* [Exercise prompt] Locate every line in the material below that has the word "nodes". Copy each of those lines.

════════

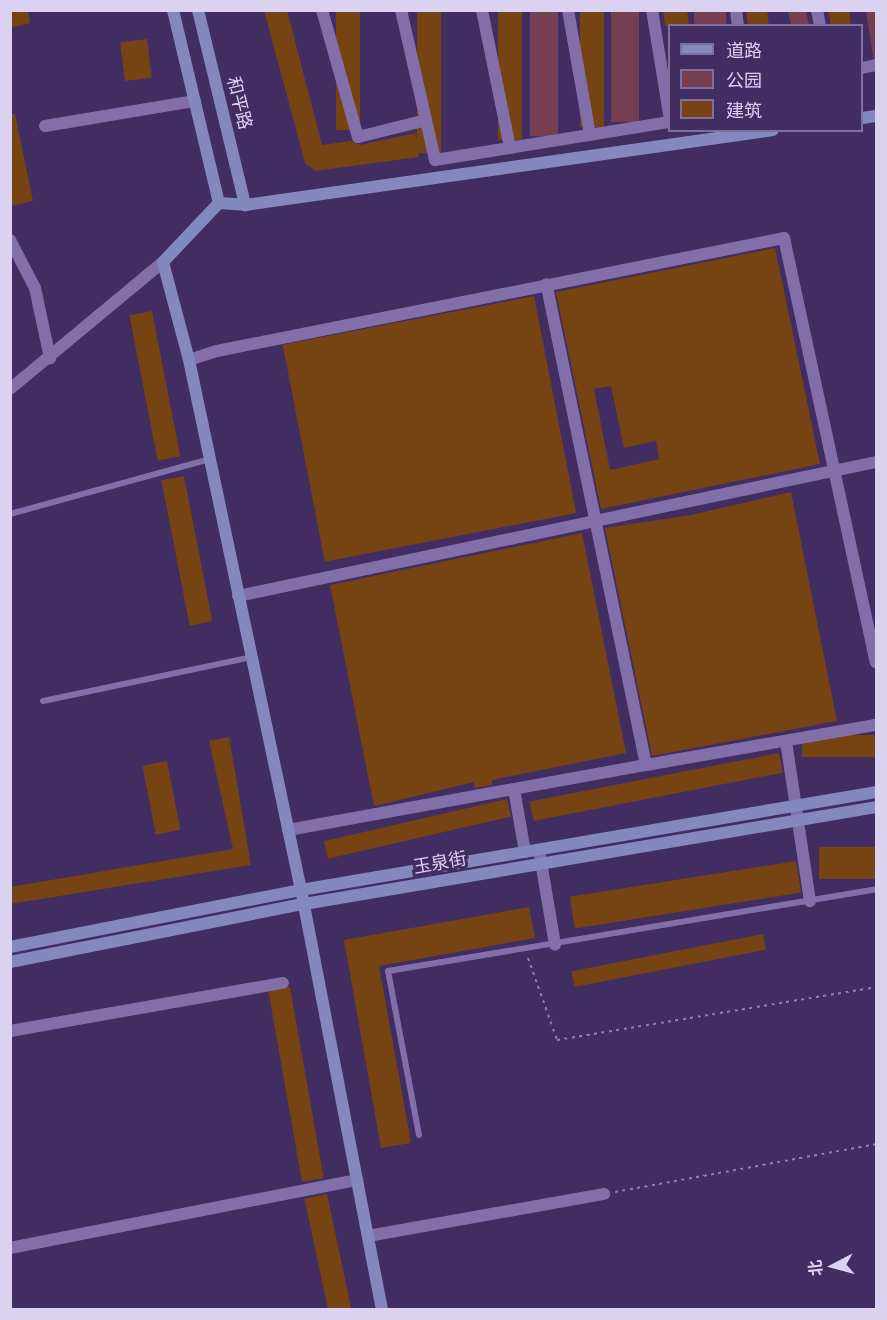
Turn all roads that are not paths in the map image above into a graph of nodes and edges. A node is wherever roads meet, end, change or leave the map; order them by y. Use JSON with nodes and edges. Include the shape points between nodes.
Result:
{"nodes":[{"id":1,"x":173,"y":10,"type":"edge"},
{"id":2,"x":198,"y":10,"type":"edge"},
{"id":3,"x":322,"y":10,"type":"edge"},
{"id":4,"x":401,"y":10,"type":"edge"},
{"id":5,"x":482,"y":10,"type":"edge"},
{"id":6,"x":568,"y":10,"type":"edge"},
{"id":7,"x":652,"y":10,"type":"edge"},
{"id":8,"x":195,"y":101,"type":"junction"},
{"id":9,"x":668,"y":114,"type":"edge"},
{"id":10,"x":426,"y":120,"type":"junction"},
{"id":11,"x":668,"y":121,"type":"edge"},
{"id":12,"x":45,"y":126,"type":"dead end"},
{"id":13,"x":758,"y":132,"type":"edge"},
{"id":14,"x":590,"y":135,"type":"junction"},
{"id":15,"x":510,"y":148,"type":"junction"},
{"id":16,"x":219,"y":203,"type":"junction"},
{"id":17,"x":246,"y":205,"type":"junction"},
{"id":18,"x":10,"y":240,"type":"edge"},
{"id":19,"x":163,"y":262,"type":"junction"},
{"id":20,"x":546,"y":284,"type":"junction"},
{"id":21,"x":50,"y":357,"type":"junction"},
{"id":22,"x":189,"y":360,"type":"junction"},
{"id":23,"x":10,"y":389,"type":"edge"},
{"id":24,"x":210,"y":459,"type":"junction"},
{"id":25,"x":876,"y":462,"type":"edge"},
{"id":26,"x":836,"y":471,"type":"junction"},
{"id":27,"x":10,"y":514,"type":"edge"},
{"id":28,"x":597,"y":521,"type":"junction"},
{"id":29,"x":238,"y":596,"type":"junction"},
{"id":30,"x":251,"y":657,"type":"junction"},
{"id":31,"x":876,"y":662,"type":"edge"},
{"id":32,"x":43,"y":701,"type":"dead end"},
{"id":33,"x":876,"y":725,"type":"edge"},
{"id":34,"x":786,"y":741,"type":"junction"},
{"id":35,"x":646,"y":765,"type":"junction"},
{"id":36,"x":514,"y":789,"type":"junction"},
{"id":37,"x":876,"y":792,"type":"edge"},
{"id":38,"x":796,"y":806,"type":"junction"},
{"id":39,"x":876,"y":807,"type":"edge"},
{"id":40,"x":798,"y":820,"type":"junction"},
{"id":41,"x":288,"y":830,"type":"junction"},
{"id":42,"x":539,"y":850,"type":"junction"},
{"id":43,"x":525,"y":852,"type":"junction"},
{"id":44,"x":541,"y":864,"type":"junction"},
{"id":45,"x":876,"y":889,"type":"edge"},
{"id":46,"x":301,"y":890,"type":"junction"},
{"id":47,"x":810,"y":901,"type":"junction"},
{"id":48,"x":304,"y":904,"type":"junction"},
{"id":49,"x":555,"y":945,"type":"junction"},
{"id":50,"x":10,"y":947,"type":"edge"},
{"id":51,"x":10,"y":962,"type":"edge"},
{"id":52,"x":283,"y":983,"type":"dead end"},
{"id":53,"x":10,"y":1031,"type":"edge"},
{"id":54,"x":419,"y":1135,"type":"dead end"},
{"id":55,"x":357,"y":1180,"type":"junction"},
{"id":56,"x":604,"y":1194,"type":"road end"},
{"id":57,"x":368,"y":1236,"type":"junction"},
{"id":58,"x":10,"y":1248,"type":"edge"},
{"id":59,"x":382,"y":1310,"type":"edge"}],
"edges":[{"from":1,"to":8,"type":"street"},
{"from":2,"to":17,"type":"street","name":"和平路"},
{"from":3,"to":10,"type":"street","via":[[358,137]]},
{"from":4,"to":10,"type":"street"},
{"from":5,"to":15,"type":"street"},
{"from":6,"to":14,"type":"street"},
{"from":7,"to":9,"type":"street"},
{"from":8,"to":12,"type":"street"},
{"from":8,"to":16,"type":"street"},
{"from":10,"to":15,"type":"street","via":[[435,160]]},
{"from":11,"to":14,"type":"street"},
{"from":13,"to":17,"type":"street"},
{"from":14,"to":15,"type":"street"},
{"from":16,"to":17,"type":"street"},
{"from":16,"to":19,"type":"street"},
{"from":18,"to":21,"type":"street","via":[[35,288]]},
{"from":19,"to":21,"type":"street"},
{"from":19,"to":22,"type":"street"},
{"from":20,"to":22,"type":"street"},
{"from":20,"to":26,"type":"street","via":[[784,238]]},
{"from":20,"to":28,"type":"street"},
{"from":21,"to":23,"type":"street"},
{"from":22,"to":24,"type":"street"},
{"from":24,"to":27,"type":"lane"},
{"from":24,"to":29,"type":"street"},
{"from":25,"to":26,"type":"street"},
{"from":26,"to":28,"type":"street"},
{"from":26,"to":31,"type":"street"},
{"from":28,"to":29,"type":"street"},
{"from":28,"to":35,"type":"street"},
{"from":29,"to":30,"type":"street"},
{"from":30,"to":32,"type":"lane"},
{"from":30,"to":41,"type":"street"},
{"from":33,"to":34,"type":"street"},
{"from":34,"to":35,"type":"street"},
{"from":34,"to":38,"type":"street"},
{"from":35,"to":36,"type":"street"},
{"from":36,"to":41,"type":"street"},
{"from":36,"to":43,"type":"street"},
{"from":37,"to":38,"type":"street","name":"玉泉街"},
{"from":38,"to":40,"type":"street"},
{"from":38,"to":42,"type":"street","name":"玉泉街"},
{"from":39,"to":40,"type":"street","name":"玉泉街"},
{"from":40,"to":44,"type":"street","name":"玉泉街"},
{"from":40,"to":47,"type":"street"},
{"from":41,"to":46,"type":"street"},
{"from":42,"to":43,"type":"street","name":"玉泉街"},
{"from":42,"to":44,"type":"street"},
{"from":43,"to":46,"type":"street","name":"玉泉街"},
{"from":44,"to":48,"type":"street","name":"玉泉街"},
{"from":44,"to":49,"type":"street"},
{"from":45,"to":47,"type":"lane"},
{"from":46,"to":48,"type":"street"},
{"from":46,"to":50,"type":"street","name":"玉泉街"},
{"from":47,"to":49,"type":"lane"},
{"from":48,"to":51,"type":"street","name":"玉泉街"},
{"from":48,"to":55,"type":"street"},
{"from":49,"to":54,"type":"lane","via":[[388,971]]},
{"from":52,"to":53,"type":"street"},
{"from":55,"to":57,"type":"street"},
{"from":55,"to":58,"type":"street"},
{"from":56,"to":57,"type":"street"},
{"from":57,"to":59,"type":"street"}]}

════════

* [Response below]
Turn all roads that are not paths in the map image above into a graph of nodes and edges. A node is wherever roads meet, end, change or leave the map; order them by y. Use JSON with nodes and edges. Include the shape points between nodes.
{"nodes":[{"id":1,"x":173,"y":10,"type":"edge"},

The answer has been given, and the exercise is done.